Thursday, 28 October 2010

The Case for Censorship

Recently I was interested to hear the views of Made In Dagenham producer, Stephen Woolley. Appearing on Radio 5 Live's Film Review show he argued passionately against the BBFC's decision to give his film a 15 certificate, saying that the bad language that is spread across the film is vernacular and used in pursuit of both dramatic and documentary authenticity.

If this situation had arisen a decade ago, I think many people would have been more sympathetic than was the case during and after the show. The fact is that there seems to be an increasingly outspoken impatience with coarse and disparaging behaviour in public life.

The media seems to be getting the brunt of the criticism. The high priest of affront and dismissiveness, Radio 1's Chris Moyles, is currently backed into a corner. Attacking his employers earlier in the month, presumably as he has no one left to denigrate or insult, there is talk that he will finally be ditched.

You can tell I am no fan of Moyles. However, this sort of post-cool-Britannia, urban offhandedness is a widespread, top-down, media class affectation. For example, for all that Ricky Gervais' The Office was the best TV of the past ten years, it also had a mean streak as its backbone, a trope of it creator. Gervais' most recent project (an offshoot of a radio show he was doing before The Office) involves putting a vaguely vulnerable colleague in an alien environment and then poking fun at his malapropisms and misfortune, a classic example of an inspiration well run dry to show its dregs. The half-life of Big Brother was an even speedier decline with the wonder of series one already become an exercise in feeding Christians to lions by the series two.

I'm no fan of the idea of restricting what people can say. The problem is that a media in thrall to the (commercially pregnant) talents of the likes of Moyles and Gervais ape their style without understanding or worrying how, removed from context or content, it might become damaging. In a social climate in which it's clear that personal responsibility means less than it did, it is a government's responsibility to step in.

Now, I'm no fan of the idea of state regulation of media. It's essentially censorship. But a government making its thoughts clear on publicly funded and accessible culture has three positive ramifications. Firstly, it should force those producing and broadcasting radio and television programmes to examine the purpose and worth of their output with greater scrutiny. Secondly, it demonstrates an undertaking of the democratic mandate to govern with responsibility and thus creates a culture in which the public might undertake to do the same in the relative microcosm of their own lives.

Third and finally, it demonstrates in oblique but nonetheless concrete terms an understanding that the current financial crisis was dues to a lack of regulation. This is a perilous point to make, as vigilance as to the behaviour of a bank is not the same as scrutinising the moral content of an art exhibition. Yet it's also clear that, for all that such institutions must have a free hand to operate, they also have knock-on effect right down to the foundation of British public life and as such must be subject to reasonable vigilance. It's an extraordinary irony that a big-state outfit such as the previous government failed in this specific duty of national care and that the current small-government coalition would be well advised to conspicuously undertake it.

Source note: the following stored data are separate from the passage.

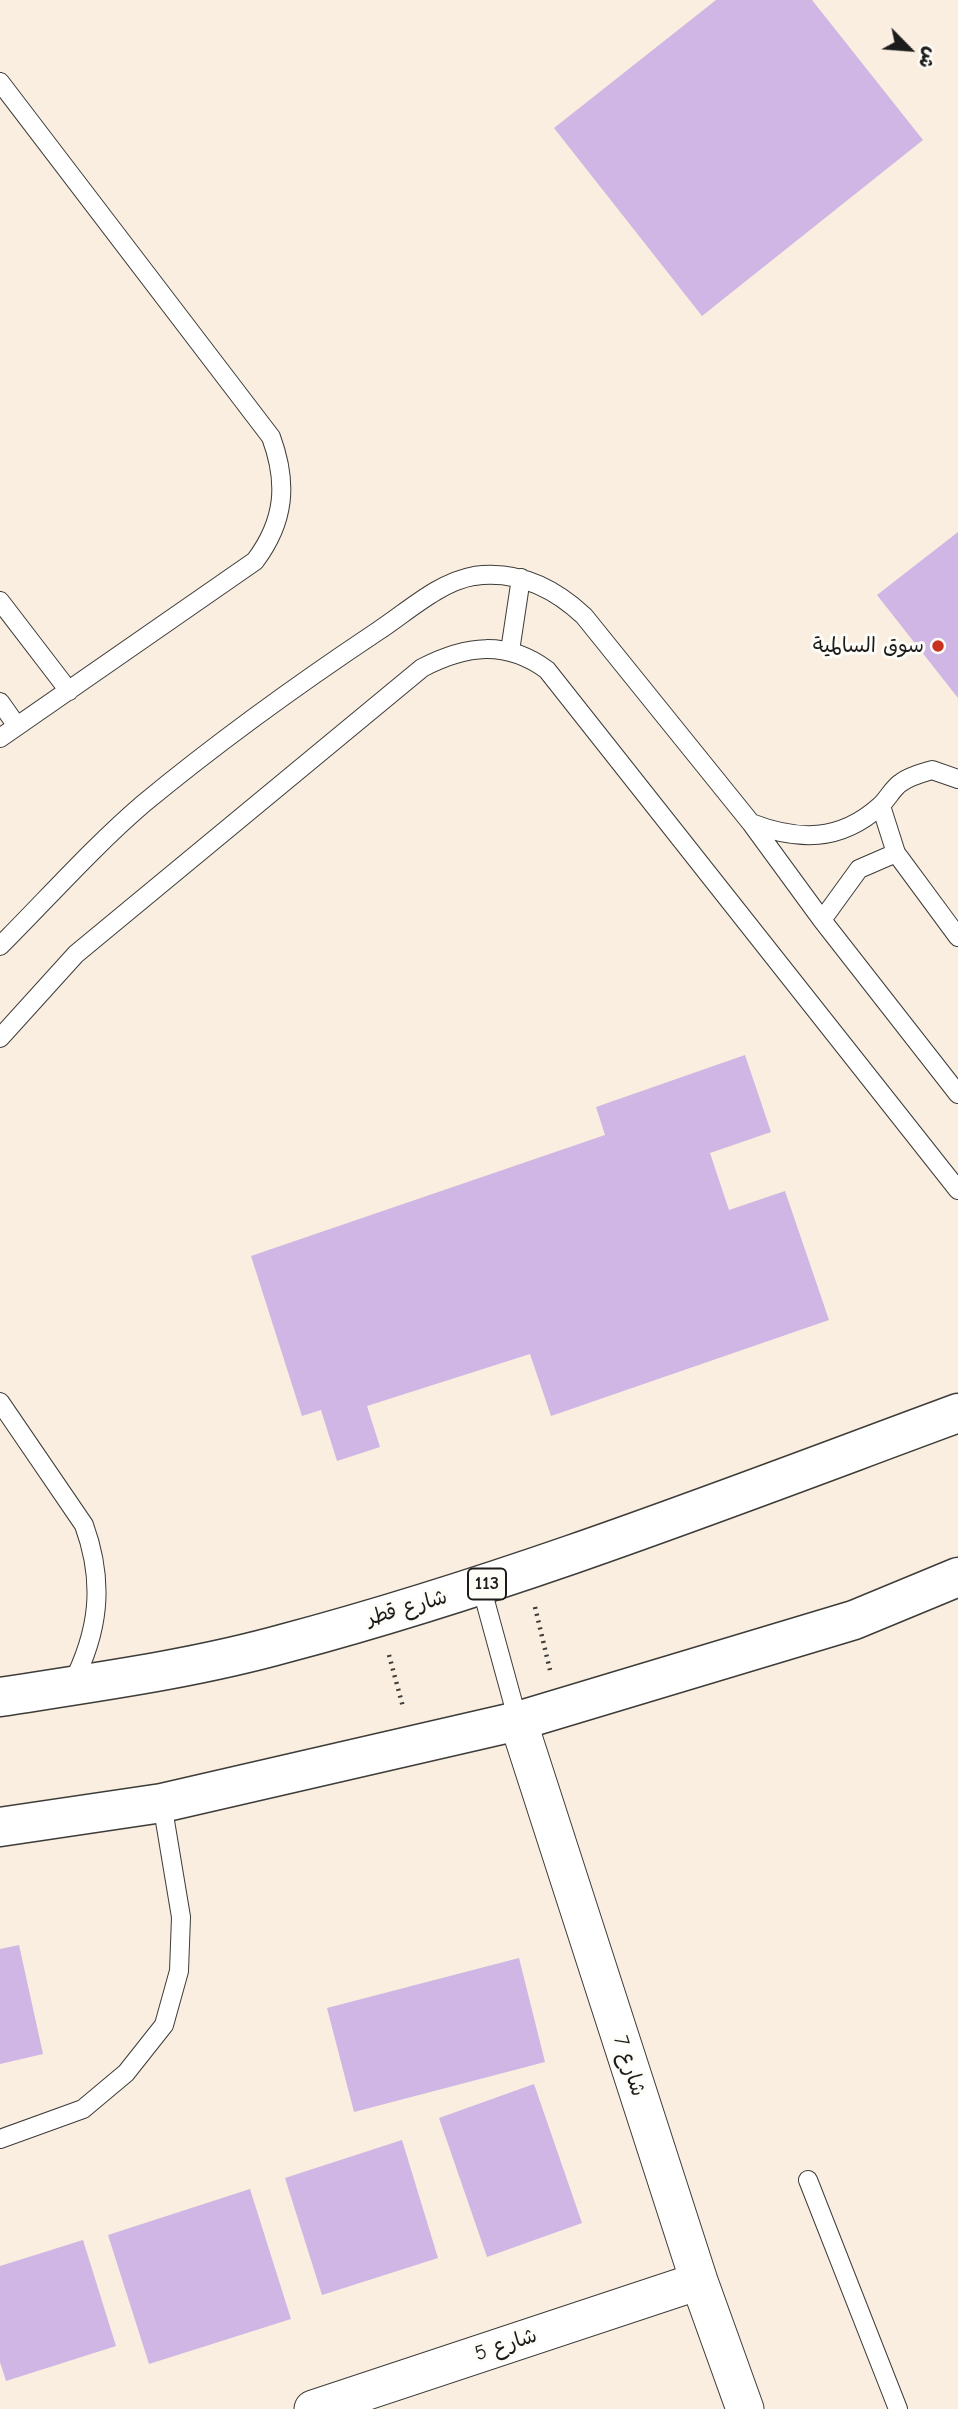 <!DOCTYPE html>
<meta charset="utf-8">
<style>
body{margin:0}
#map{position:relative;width:958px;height:2409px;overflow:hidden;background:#f9eedf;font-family:"Comic Neue","Playpen Sans Arabic",sans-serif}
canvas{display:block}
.north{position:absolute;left:874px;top:14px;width:70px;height:70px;-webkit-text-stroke:5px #fdfcf7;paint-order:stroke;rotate:115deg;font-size:19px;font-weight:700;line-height:28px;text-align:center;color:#1c1c1c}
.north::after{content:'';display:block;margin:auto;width:24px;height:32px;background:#1c1c1c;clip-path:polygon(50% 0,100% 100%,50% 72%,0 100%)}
</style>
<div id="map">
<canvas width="958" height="2409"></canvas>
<div class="north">ش</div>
</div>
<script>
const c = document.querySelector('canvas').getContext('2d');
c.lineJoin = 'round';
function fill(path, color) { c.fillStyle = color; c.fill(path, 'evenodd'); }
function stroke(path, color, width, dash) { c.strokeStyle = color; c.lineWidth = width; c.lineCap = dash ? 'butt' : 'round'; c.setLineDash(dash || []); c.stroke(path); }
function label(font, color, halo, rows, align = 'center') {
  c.font = font + ' "Comic Neue","Playpen Sans Arabic",sans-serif'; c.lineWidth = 6; c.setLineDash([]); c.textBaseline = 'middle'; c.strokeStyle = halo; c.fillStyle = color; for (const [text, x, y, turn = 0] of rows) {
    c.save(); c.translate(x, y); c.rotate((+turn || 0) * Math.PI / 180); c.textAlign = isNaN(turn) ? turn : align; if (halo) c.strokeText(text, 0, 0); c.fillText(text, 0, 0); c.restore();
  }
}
const building = new Path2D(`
 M716,0H812L923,140L702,316L554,128Z
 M958,532V698L877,595Z
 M745,1055L771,1132L710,1153L729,1210L785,1191L829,1320L551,1416L530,1354L367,1406L380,1447L337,1461L321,1410L302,1416L251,1256L605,1135L596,1107Z
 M19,1945L43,2054L0,2064V1949Z
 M519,1958L545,2062L354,2112L327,2008Z
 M534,2084L582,2223L487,2257L439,2118Z
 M402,2140L438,2258L322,2295L285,2178Z
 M250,2189L291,2319L149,2364L108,2235Z
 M83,2240L116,2346L6,2381L0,2362V2266Z`);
const path = new Path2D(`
 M535,1607L550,1670
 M389,1655L403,1707`);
const lane = new Path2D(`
 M0,82L271,437C288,483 285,521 255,561L0,738
 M0,601L69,691
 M510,651L521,578
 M0,702L17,726
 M881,806L896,853L958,937
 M751,823C798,841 840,842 880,806C888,799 893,787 902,782C910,776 922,773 932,770L958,779
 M822,920L859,869L896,853
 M0,946C47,899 93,847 143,804C218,742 297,685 378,631C407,612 439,582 474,576C517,570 554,588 584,616L751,823L822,920L958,1094
 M0,1038L76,954L422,668C466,645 506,640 547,670L958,1190
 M0,1402L84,1525C105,1583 99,1632 71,1686
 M481,1586L518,1721
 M0,2139L83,2109L126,2073L164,2025L179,1971L181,1917L162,1803
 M808,2180L898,2409`);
const street = new Path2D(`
 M518,1721L699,2281L745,2409
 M313,2409L699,2281`);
const primary = new Path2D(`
 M0,1697C96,1682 193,1669 286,1643C515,1582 736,1495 958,1413
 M0,1827L162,1803L518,1721L854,1620L958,1577`);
const markers = [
 [938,646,7,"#c8321e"]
];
const shields = [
 [487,1584,38]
];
const shieldNames = [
 ["113",487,1584]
];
const poiNames = [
 ["سوق السالمية",924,646]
];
const streetNames = [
 ["شارع قطر",407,1608,-16],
 ["شارع 7",629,2066,72],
 ["شارع 5",506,2345,-18]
];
fill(building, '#cfb6e4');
stroke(lane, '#3d3c39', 20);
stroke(street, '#3d3c39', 39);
stroke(primary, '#3d3c39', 41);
stroke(path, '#3d3c39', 4.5, [2, 5]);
stroke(lane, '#fff', 18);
stroke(street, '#fff', 37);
stroke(primary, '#fff', 38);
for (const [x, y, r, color] of markers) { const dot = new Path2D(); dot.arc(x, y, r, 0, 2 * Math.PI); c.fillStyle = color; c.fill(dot); stroke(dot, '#fdfcf7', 2.5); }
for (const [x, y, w] of shields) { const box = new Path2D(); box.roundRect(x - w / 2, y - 15.5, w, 31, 5); c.fillStyle = '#fdfcf7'; c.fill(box); stroke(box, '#1c1c1c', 2); }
label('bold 19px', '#1c1c1c', null, shieldNames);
label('21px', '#1c1c1c', '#fdfcf7', poiNames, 'right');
label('21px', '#1c1c1c', '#fdfcf7', streetNames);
</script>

UPDATE: The day I wrote this post, Stephen Woolley returned to Radio 5 to complain that another film released shortly after Made In Dagenham had received a lower certificate, ostensibly because there were quantatively fewer instances of swearing. Woolley's point is slightly different in its focus to mine, although I'd say two things. Firstly, he's clearly a filmmaker who believes in his product, its aesthetic and moral worth. He not only wants to defend it. He also wants the greatest return for his investment in the film, to which a lower certificate will contribute. This is a different proposition to the filmmaker who sees that instances of bad language, violence or sxual acts may be a good selling point in themselves, i.e. the content rather than the aesthetic. Those filmmakers may also see currency & worth in having their film as controversial as possible. Nonetheless, it's impossible to clearly separate the two on the basis of what is being seen on the screen.

It's a decision that should be taken in the first instance by the BBFC (who, hitherto, seem to have been the objective, deeply sensible outfit that the likes of Mark Kermode paints them to be) and secondly by the public who go to watch the films. Increased censorship is less about a body patronising the audience - rather it is a body taking the responsibility for drawing and maintaining moral parameters where the audience have failed to.

UPDATE: More Made In Dagenham misery - an R rating in the states.